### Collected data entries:
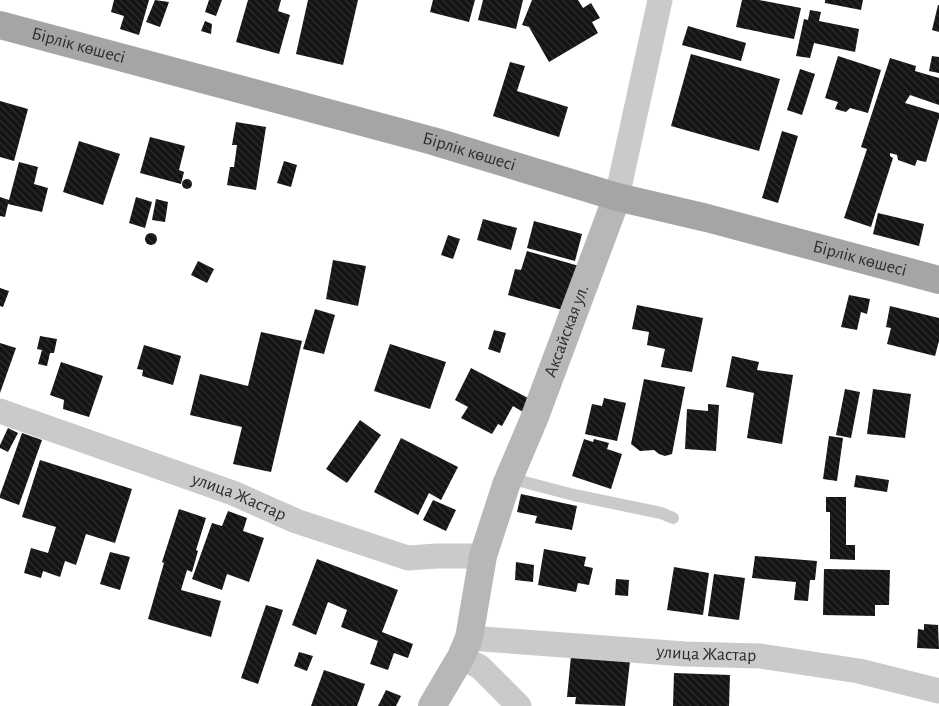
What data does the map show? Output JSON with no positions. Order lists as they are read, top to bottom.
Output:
{
  "streets": {
    "main road": ["Бірлік көшесі"],
    "street": ["Аксайская ул.", "улица Жастар"]
  },
  "crossings": [
    ["Бірлік көшесі", "Аксайская ул."],
    ["Аксайская ул.", "улица Жастар"]
  ]
}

### DESCRIPTION OF THE TASK:
Would you write each entry out again exactly, omitting the images?

### TASK ANSWER:
What data does the map show? Output JSON with no positions. Order lists as they are read, top to bottom.
Output:
{
  "streets": {
    "main road": ["Бірлік көшесі"],
    "street": ["Аксайская ул.", "улица Жастар"]
  },
  "crossings": [
    ["Бірлік көшесі", "Аксайская ул."],
    ["Аксайская ул.", "улица Жастар"]
  ]
}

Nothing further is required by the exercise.